Однако начало улицы (до Армянского переулка) и тогда носило в обиходной речи москвичей устойчивое прозвище Малороссийка, затем трансформировавшееся в Маросейку. Дело в том, что здесь среди дворов знати, богатых купцов и ремесленников стояло Малороссийское подворье – резиденция приезжавших в Москву с визитами представителей украинских гетманов (современное владение № 9). Вокруг подворья постепенно сформировалась целая диаспора выходцев с Украины – память об этом и отражена в названии улицы и близлежащих Хохловского переулка и площади, расположенной между Покровскими воротами и Покровским бульваром. Бытовавшее в народе название было официально зафиксировано лишь в начале XIX в. – тогда же Малоросейка стала самостоятельной улицей. Так что когда мы встречаем это название в «Алтын Толобас», его следует воспринимать не как очередной топоним, а скорее как достоверную подробность речи обитателей средневековой Москвы. «Казарма стояла в трехстах шагах от Матфеевских палат, на улице Малоросейке. Чистая, светлая, при собственной кухне и арсенале. Но командиру полагалось квартировать не с ротой, а в дворцовом флигеле, близко от боярина». В приводимом фрагменте речь идет о «матфеевской роте», шеф которой боярин Артамон Матвеев (в версии «Алтын Толобас» – Матфеев) и сам обитал поблизости.

Кстати, любопытно, что с устной московской традицией посчиталась даже советская власть – в эпоху тотального переименования Маросейка стала улицей Богдана Хмельницкого.

Следуя по пути от Ильинских ворот, мы добрались до Большого Спасоглинищевского переулка, который уходит от Маросейки вправо, соединяя улицу с соседней Солянкой. В Средние века на этом месте была слобода гончаров.
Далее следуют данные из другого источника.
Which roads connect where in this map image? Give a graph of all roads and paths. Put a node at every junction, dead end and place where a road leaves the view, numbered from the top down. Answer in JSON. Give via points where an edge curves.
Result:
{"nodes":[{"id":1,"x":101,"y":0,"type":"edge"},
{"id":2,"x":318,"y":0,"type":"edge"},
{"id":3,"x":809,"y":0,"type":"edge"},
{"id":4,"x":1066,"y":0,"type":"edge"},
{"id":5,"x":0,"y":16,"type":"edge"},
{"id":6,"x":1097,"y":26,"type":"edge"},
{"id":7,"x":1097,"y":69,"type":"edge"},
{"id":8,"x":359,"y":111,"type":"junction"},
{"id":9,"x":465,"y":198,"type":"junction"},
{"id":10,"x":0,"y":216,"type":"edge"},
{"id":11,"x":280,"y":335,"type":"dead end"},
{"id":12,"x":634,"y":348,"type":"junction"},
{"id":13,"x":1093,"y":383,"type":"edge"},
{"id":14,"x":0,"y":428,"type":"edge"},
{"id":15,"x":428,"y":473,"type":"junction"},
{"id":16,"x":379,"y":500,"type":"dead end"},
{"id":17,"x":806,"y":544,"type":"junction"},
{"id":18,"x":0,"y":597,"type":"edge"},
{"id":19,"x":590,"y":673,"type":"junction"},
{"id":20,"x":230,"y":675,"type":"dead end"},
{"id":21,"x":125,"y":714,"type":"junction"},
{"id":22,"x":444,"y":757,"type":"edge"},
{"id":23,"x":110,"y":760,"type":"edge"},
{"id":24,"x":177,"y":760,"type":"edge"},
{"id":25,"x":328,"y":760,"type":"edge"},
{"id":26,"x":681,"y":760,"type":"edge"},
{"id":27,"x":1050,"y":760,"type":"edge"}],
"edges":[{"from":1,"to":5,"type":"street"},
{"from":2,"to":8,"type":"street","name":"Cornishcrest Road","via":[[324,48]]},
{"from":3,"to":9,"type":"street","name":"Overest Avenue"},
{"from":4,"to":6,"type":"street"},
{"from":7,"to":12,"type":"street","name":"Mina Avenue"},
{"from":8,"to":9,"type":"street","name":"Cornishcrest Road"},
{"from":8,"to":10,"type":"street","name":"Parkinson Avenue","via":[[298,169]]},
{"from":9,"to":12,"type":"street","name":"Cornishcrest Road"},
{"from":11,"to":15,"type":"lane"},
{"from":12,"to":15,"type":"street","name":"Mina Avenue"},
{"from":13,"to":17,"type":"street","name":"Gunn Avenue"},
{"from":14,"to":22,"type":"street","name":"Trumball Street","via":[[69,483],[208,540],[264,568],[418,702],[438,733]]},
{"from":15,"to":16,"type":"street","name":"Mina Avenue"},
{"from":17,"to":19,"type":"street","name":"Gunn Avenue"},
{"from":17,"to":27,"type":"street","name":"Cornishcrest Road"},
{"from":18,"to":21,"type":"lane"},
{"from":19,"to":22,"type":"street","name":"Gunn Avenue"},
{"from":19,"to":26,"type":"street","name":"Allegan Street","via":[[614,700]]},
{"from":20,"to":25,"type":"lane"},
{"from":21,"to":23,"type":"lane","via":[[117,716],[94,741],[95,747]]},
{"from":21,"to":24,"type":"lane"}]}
Сырье для производства добывалось здесь же в миниатюрных карьерах – «глинищах». Однако первое название переулка все же отражало не это обстоятельство, а его торговую специализацию в XVII в. «Хрестьяна Либенавина полка третьей мушкетерской роты поручик Корнейка Фондорн» должен был слышать о Гончарном переулке. Шло время, и, как и многие московские улочки, Гончарный переулок стал называться Спасским по стоявшему поблизости храму Спаса Преображения, что на Глинищах. На самом деле храм значительно древнее, первое письменное упоминание о нем датируется XV в., но в 1657 г. его перестроили в камне. Видимо, это радостное и значительное по тем временам событие и дало повод к переименованию.

Эраст Петрович тоже наверняка любовался Спасом на Глинищах – это тем более вероятно, что в течение практически всего XIX в. храм перестраивался, становясь все краше. Принимал участие в этом «апгрейде» и великий Баженов. Но древность и несомненная художественная ценность безобидного дома Божия не послужила ему защитой, когда в 1931 г. было принято решение о сносе. На месте прекрасной церкви в 1934 г. вознесся грубоватый жилой дом (здание № 17 по параллельному Лубянскому проезду). Потеря для русской культуры была настолько велика, что, несмотря на суровые реалии того времени, многие архитекторы находили в себе мужество публично осуждать поспешную расправу со святыней: в том же 1934 г. журнал «Строительство Москвы» позволил себе написать, что это было «чрезвычайно непродуманное и халтурное решение».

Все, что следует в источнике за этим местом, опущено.